### Instructions for the task
Each line below that holds the word "ring" counts once; state the total number of such lines and nothing else.

### Material shown
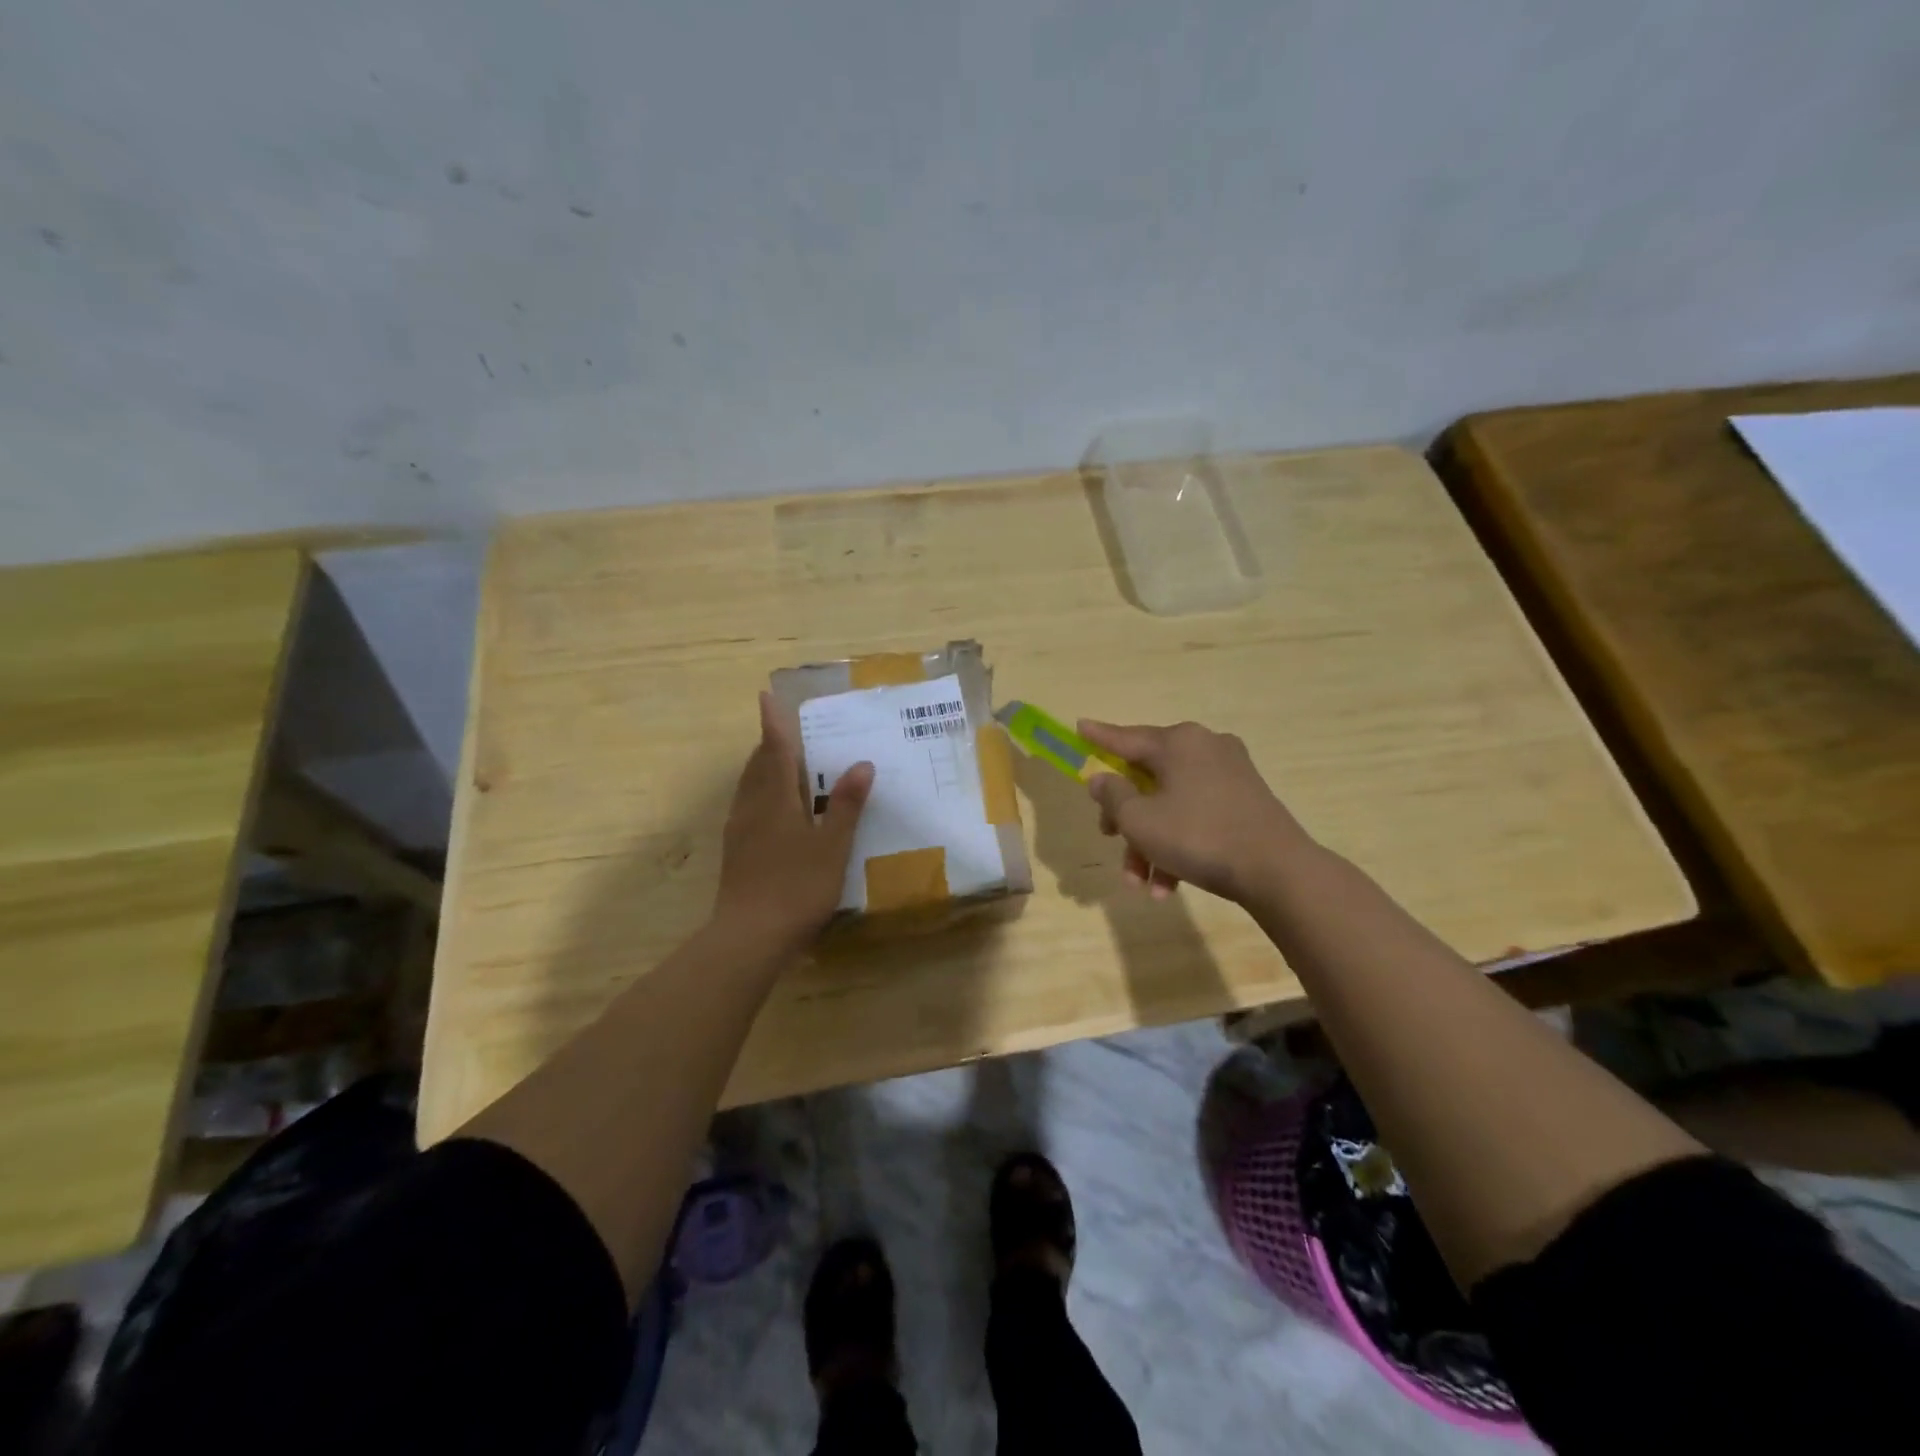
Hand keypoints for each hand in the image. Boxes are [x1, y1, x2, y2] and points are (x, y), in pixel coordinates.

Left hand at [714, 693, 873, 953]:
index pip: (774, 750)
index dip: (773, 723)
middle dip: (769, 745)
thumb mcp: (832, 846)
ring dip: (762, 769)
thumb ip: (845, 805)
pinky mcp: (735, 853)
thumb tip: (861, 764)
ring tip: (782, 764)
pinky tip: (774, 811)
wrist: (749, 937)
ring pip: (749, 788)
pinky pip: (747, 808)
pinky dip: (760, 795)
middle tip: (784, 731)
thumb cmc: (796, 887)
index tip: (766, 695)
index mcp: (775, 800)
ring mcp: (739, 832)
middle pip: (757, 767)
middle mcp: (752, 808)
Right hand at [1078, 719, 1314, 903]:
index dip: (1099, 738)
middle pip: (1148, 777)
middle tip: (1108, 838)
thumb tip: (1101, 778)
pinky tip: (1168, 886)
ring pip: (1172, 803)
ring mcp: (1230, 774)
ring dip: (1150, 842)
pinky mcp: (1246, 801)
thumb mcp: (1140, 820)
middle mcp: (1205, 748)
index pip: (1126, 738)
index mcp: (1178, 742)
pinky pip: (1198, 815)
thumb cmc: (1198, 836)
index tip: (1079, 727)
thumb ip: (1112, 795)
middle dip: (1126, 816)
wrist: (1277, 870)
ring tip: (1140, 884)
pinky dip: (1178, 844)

### Answer to this task
8